What I think, know and believe about the college football world during a global pandemic, the wacky Big Ten, and the craziest offseason ever in the 2020 debut of the Cavalcade of Whimsy.
Sorry if this column sucks, it’s not my fault …
It’s those fear-porn peddling sports media people, with all of their fancy schmancy facts based on things being told to them by experts and specialists.
Think, Know, Believe, Eat, Pray Love, Tinker, Tailor, Soldier, Spy, Little, Yellow, Different, Better, Person, Woman, Man, Camera, TV …
After all of whatever that was over the last seven months, we kickoff the 2020 Cavalcade with the pretentiousness pedal pushed to the floor.
Welcome to the debut of a new segment: I Think, I Know, I Believe.
I Think: You desperately need and deserve a break from the real world, and you need college football – issues and all – as an escape.
I Know: I do.
I Believe: After this week, I’ll keep it about college football as much as possible throughout this season. Welcome to the bubble. Clean up after yourselves.

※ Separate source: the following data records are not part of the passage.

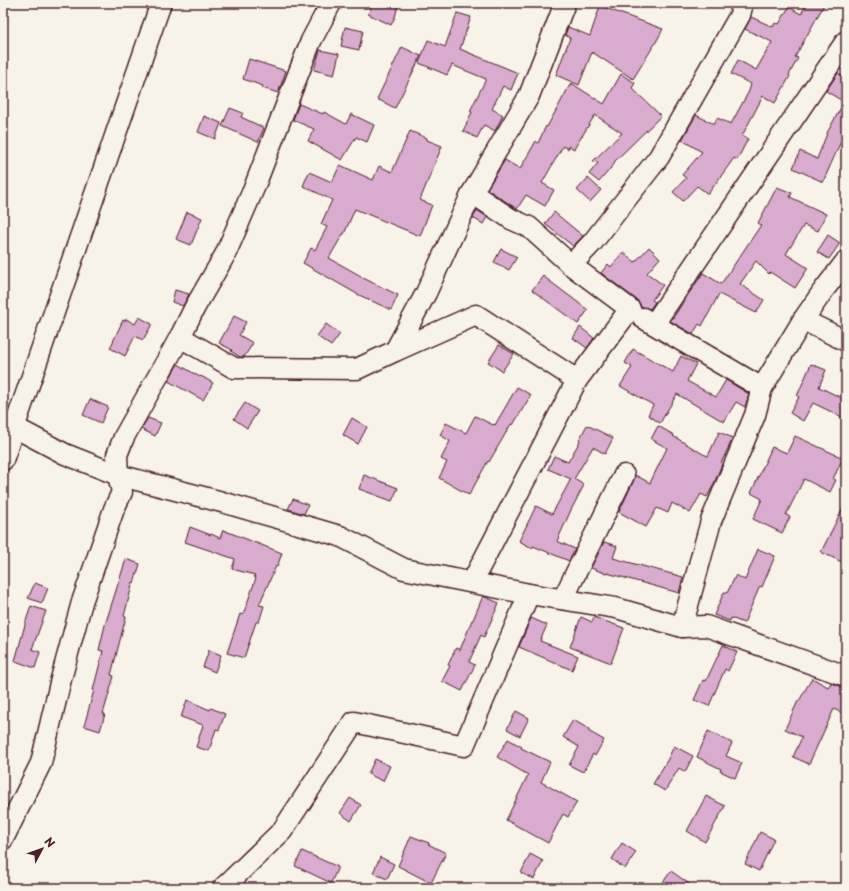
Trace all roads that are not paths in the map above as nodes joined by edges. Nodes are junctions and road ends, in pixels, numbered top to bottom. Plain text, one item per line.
1 (161, 3) edge
2 (331, 3) edge
3 (565, 3) edge
4 (743, 3) edge
5 (846, 41) edge
6 (472, 193) junction
7 (846, 261) edge
8 (571, 265) junction
9 (630, 309) junction
10 (803, 320) junction
11 (654, 324) junction
12 (180, 337) junction
13 (846, 341) edge
14 (395, 351) junction
15 (577, 380) junction
16 (762, 388) junction
17 (14, 427) junction
18 (3, 460) edge
19 (118, 475) junction
20 (624, 475) dead end
21 (472, 582) junction
22 (529, 594) junction
23 (563, 599) junction
24 (682, 627) junction
25 (846, 676) edge
26 (3, 839) edge
27 (223, 888) edge

1 - 17 street
2 - 12 street
3 - 6 street
4 - 8 street
5 - 11 street
6 - 8 street
6 - 14 street
7 - 10 street
8 - 9 street
9 - 11 street
9 - 15 street
10 - 13 street
10 - 16 street
11 - 16 street
12 - 14 street
12 - 19 street
14 - 15 street
15 - 21 street
16 - 24 street
17 - 18 street
17 - 19 street
19 - 21 street
19 - 26 street
20 - 23 street
21 - 22 street
22 - 23 street
22 - 27 street
23 - 24 street
24 - 25 street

I Think: “Your” a moron if you believe the college football media doesn’t want college football.
I Know: The college football media doesn’t have the slimmest sliver of power and influence you think it has.
I Believe: I don’t even have power or influence over the kid at Chipotle to give me an honest serving of barbacoa in my bowl.
I Think: In the time of a global pandemic, colleges have absolutely zero clue how to run school as we normally know it.
I Know: Regular class life is or will be disrupted all across the country.
I Believe: College football isn’t regular college.
I Think: Optics are in the eye of the beholder.
I Know: The optics of college football being played if regular students aren’t on campus are awful.
I Believe: Optics my ass to 99% of college football fans once the ball is kicked off.
I Think: Compared to the rest of the normal student population, during the season, college football players at least have the structure, constant medical attention and supervision, and the focused-mindset goal to not do something stupid.
I Know: College students gonna go college students.
I Believe: You can’t negotiate with a virus, or college students with a taste of freedom.
I Think: It’s really, really gross and disgusting to use the COVID-19 nightmare to analyze the potential of wins and losses.
I Know: The team that keeps its car on the track and can finish the race without a slew of in-season infections will be the most successful when it comes to wins and losses.
I Believe: Everyone will have to use the COVID-19 nightmare to analyze the potential of wins and losses, and it’s going to be icky.
I Think: You can’t socially distance and play football. All the rules for mask-wearing and all the other protocols on the field are ridiculous.
I Know: College football isn’t inherently doable now just because no one on Central Arkansas or Austin Peay passed out from the virus during the game.
I Believe: Twitter needs to flag those who thought they were original by posting how FCS teams played college football while the Big Ten can’t figure it out.
I Think: Almost all college-age students and football players who get the virus will turn out to be just fine. If they get it, they’ll quarantine, get past it, and will be out there doing what they do a few weeks later.
I Know: “Almost” isn’t everyone. Way too many people – especially a certain creepy sports sect that pushes false equivalency schtick – are way, way, WAY too cost-of-doing-business-cool with the death of almost 200,000 Americans.
I Believe: Those who think this is no big whoop don’t know the people I do – of various age groups – who can’t shake it from their systems several months after getting sick. They’re not going to die from it, but between the debilitating headaches, the side effects leading to hospital trips, and/or simply not being able to function, pray you don’t ever know what that’s like.
I Think: We’re this close to having a super-fast, cheap, and reliable test that on a mass scale that will change everything.
I Know: College football will get back something close to normal once the tests becomes an easy part of the routine,
I Believe: SEC commissioner Greg Sankey is banking on those tests being ready by late September. The Big Ten could save face and pivot in a hurry if these tests really are in place over the next month or so.
I Think: The SEC isn’t quite the 100% sure-thing to play that y’all might think it is. It’s being careful, and it’s being smart by waiting until late September.
I Know: The Big Ten got dunked on by the ACC, SEC and Big 12.
I Believe: All of the Power Five conferences came to the same conclusion, but the instant the Big Ten announced it was postponing the season, everything changed because, like everything else, this fell along partisan lines.
I Think: Justin Fields really does want to play.
I Know: He’s the starting quarterback for any team but Clemson if he chooses to transfer.
I Believe: If all the people who signed Fields’ petition gave him $500, that’s not even close to what he’ll make in career earnings if he just spends the next several months staying safe and healthy.
I Think: The 2020 college football season is going to finish as scheduled.
I Know: The 2020 college football season is going to start as scheduled.
I Believe: The 2020 college football season is going to be a flaming hot mess in between.
I Think: I believe the 2021 college football season will be almost back to normal.
I Know: I think the 2021 college football season will be almost back to normal.
I Believe: I know the 2021 college football season will be almost back to normal.